Now, I have to put on my scholar’s hat and ask why anyone would think that the Jesus family tomb was in Judea and not in Galilee, though I do not mean to imply that this was impossible. Furthermore, why two tombs? (There are three, if we count the 1926 Talpiot tomb found by Eliezar Sukenik, which also featured the name Jesus son of Joseph on an ossuary.) Tabor gives no clear answer, just a simple assertion. This pattern–asserting a proposition, not establishing the truth of the proposition–repeats itself throughout the book (p. 72).
I regret that Prof. Strange has misunderstood the point of my discussion in that chapter on the Two Tombs, so let me clarify things a bit here. The chapter is based on my own view that the James ossuary inscription is authentic and likely held the bones of James brother of Jesus. Since much of my book is about the “Jesus Dynasty,” that is how James and subsequent family members took over the leadership of the Messianic Movement, for his ossuary to have surfaced after nearly 2000 years is truly a remarkable thing, and adds the kind of “material evidence” to the textual evidence for James as the brother of Jesus of which we normally can only dream. Accordingly, the main focus of this introductory chapter was to raise a further question–where did this ossuary come from? It was obviously looted from a tomb somewhere in Jerusalem, but can we know when, and if so, which tomb might it likely have come from?
The Tomb of the Shroud, which we discovered in 2000, and the Talpiot tomb, that was excavated by archaeologists in 1980 are not connected in any way as far as I know, nor are the names found in either tomb linked to one another. Here Dr. Strange has misread what I intended to say. The reason I bring in these two tombs has to do with the matter of the date that the owner of the ossuary, Oded Golan, acquired it–in other words, when did it first surface on the antiquities market? Golan has given a number of dates, but he has consistently maintained he had it in his possession for 15-20 years. On the other hand, the indictment against Mr. Golan claims that he acquired it rather recently, not too long before it came to public view in 2002. The government claims to have good evidence in this regard. What I try to present in my introduction is the circumstantial evidence for either the Tomb of the Shroud (2000) or the Talpiot tomb (1980) being the tomb from which the James ossuary was looted. There is no connection I see between the two, but evidence in both cases, depending on when Golan acquired the ossuary, that points to one or the other.
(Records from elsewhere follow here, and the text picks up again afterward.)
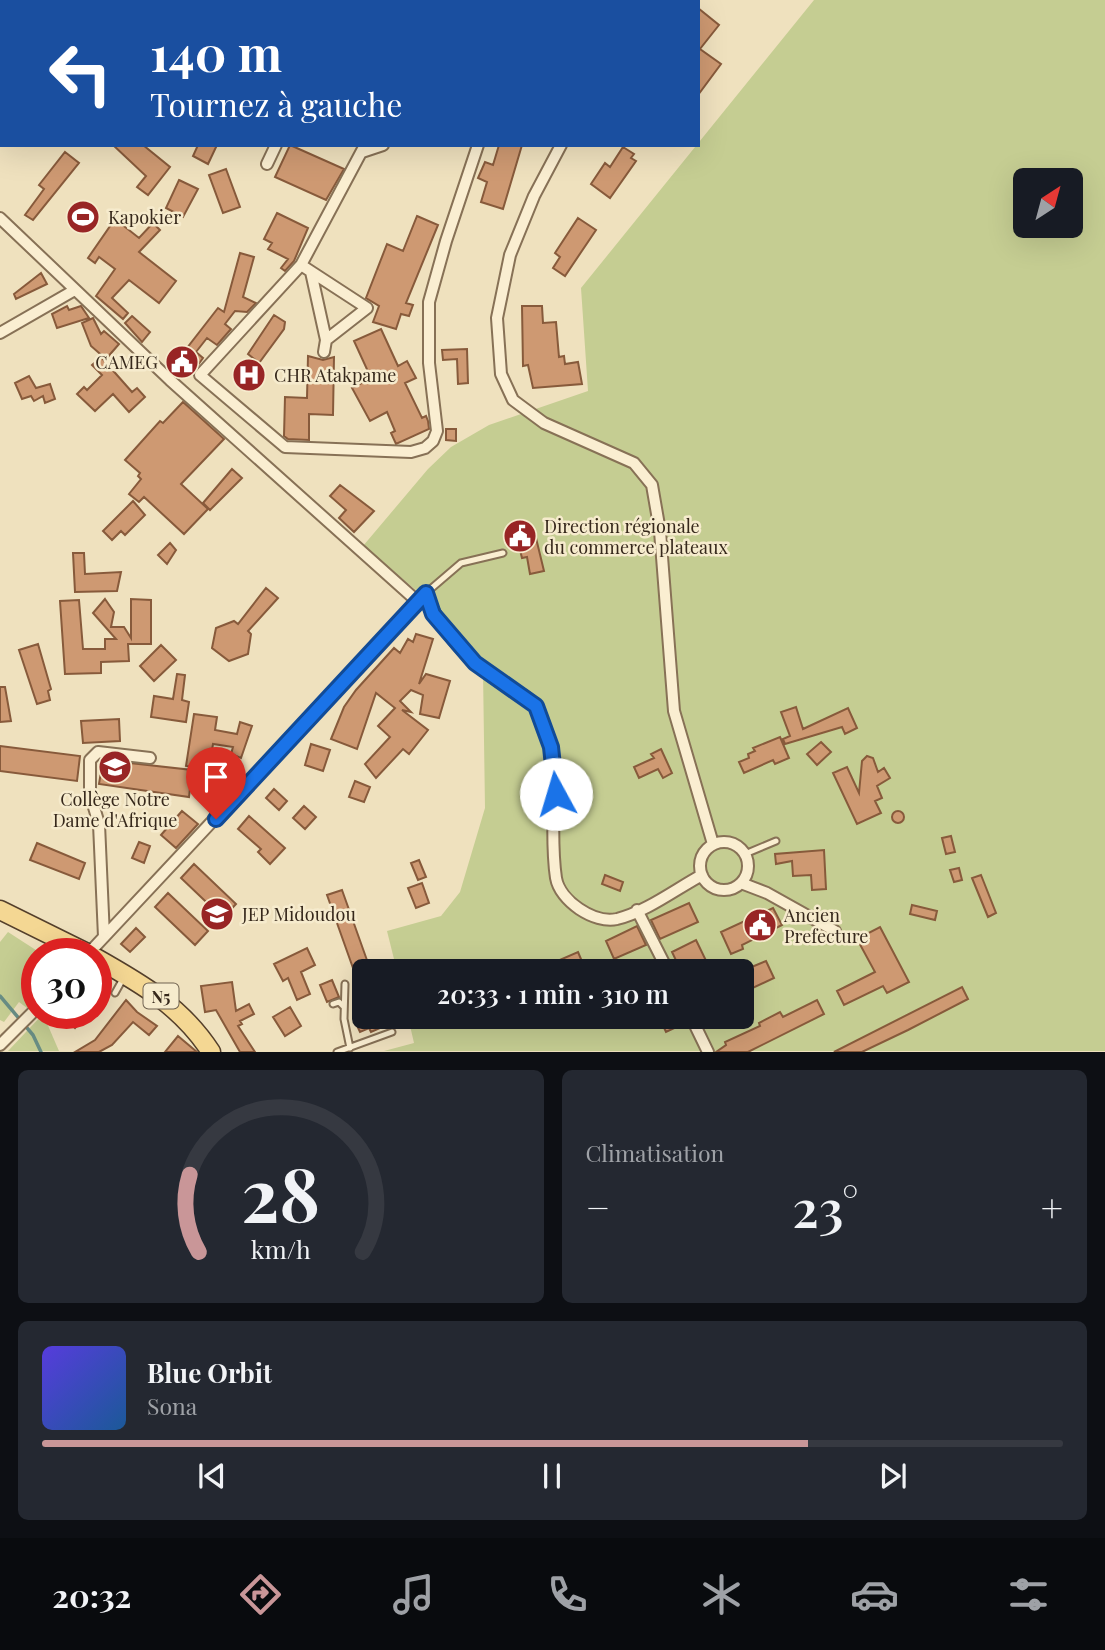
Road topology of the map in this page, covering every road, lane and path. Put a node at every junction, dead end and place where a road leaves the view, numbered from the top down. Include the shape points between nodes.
1 (275, 147) edge
2 (477, 147) edge
3 (560, 147) edge
4 (364, 149) edge
5 (267, 164) dead end
6 (0, 218) edge
7 (301, 265) junction
8 (311, 272) junction
9 (73, 291) junction
10 (0, 333) edge
11 (503, 553) dead end
12 (426, 593) junction
13 (417, 601) junction
14 (150, 758) dead end
15 (776, 841) dead end
16 (713, 844) junction
17 (745, 854) junction
18 (702, 875) junction
19 (741, 883) junction
20 (0, 909) edge
21 (637, 911) junction
22 (835, 931) dead end
23 (104, 937) joint
24 (57, 938) edge
25 (662, 959) edge
26 (112, 967) edge
27 (126, 975) junction
28 (345, 985) dead end
29 (115, 993) dead end
30 (334, 1004) dead end
31 (343, 1006) junction
32 (21, 1023) edge
33 (697, 1029) edge
34 (392, 1032) dead end
35 (0, 1045) edge
36 (350, 1048) junction
37 (211, 1052) edge
38 (337, 1052) edge
39 (708, 1052) edge

1 - 5 street
2 - 7 street via 429,302 429,363 438,430 425,448 411,452 285,447 200,375
3 - 16 street via 510,255 497,318 501,374 513,400 544,423 634,463 652,485 660,531 674,711
4 - 7 street
6 - 9 street
7 - 8 street
8 - 8 street via 325,346 368,308
9 - 10 street
9 - 13 street
11 - 12 lane via 461,563
12 - 13 street
12 - 21 street via 433,614 475,663 536,706 554,765 556,878 561,891 597,918 613,920
13 - 23 street
14 - 23 street via 98,752 90,760 90,794 99,824
15 - 17 lane
16 - 17 street via 733,844
16 - 18 street via 703,856
17 - 19 street via 748,869
18 - 19 street via 722,890
18 - 21 street
19 - 22 street
20 - 24 main road
21 - 25 street
26 - 27 main road, N5
27 - 29 lane
27 - 37 main road, N5 via 178,1010
28 - 31 lane
30 - 31 lane
31 - 36 lane
32 - 35 street
33 - 39 street
34 - 36 lane
36 - 38 lane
Strange mentions a “third tomb,” but as far as I know the ossuary published by Sukenik inscribed “Jesus son of Joseph,” he found stored in the basement warehouse of what is now the Rockefeller Museum and it has no known provenance. Since it was discovered sometime before 1926 it is most unlikely that it came from the same tomb as the James ossuary acquired by Golan, and thus no reason, other than a similarity of common names, to connect it to Jesus or anyone in his family.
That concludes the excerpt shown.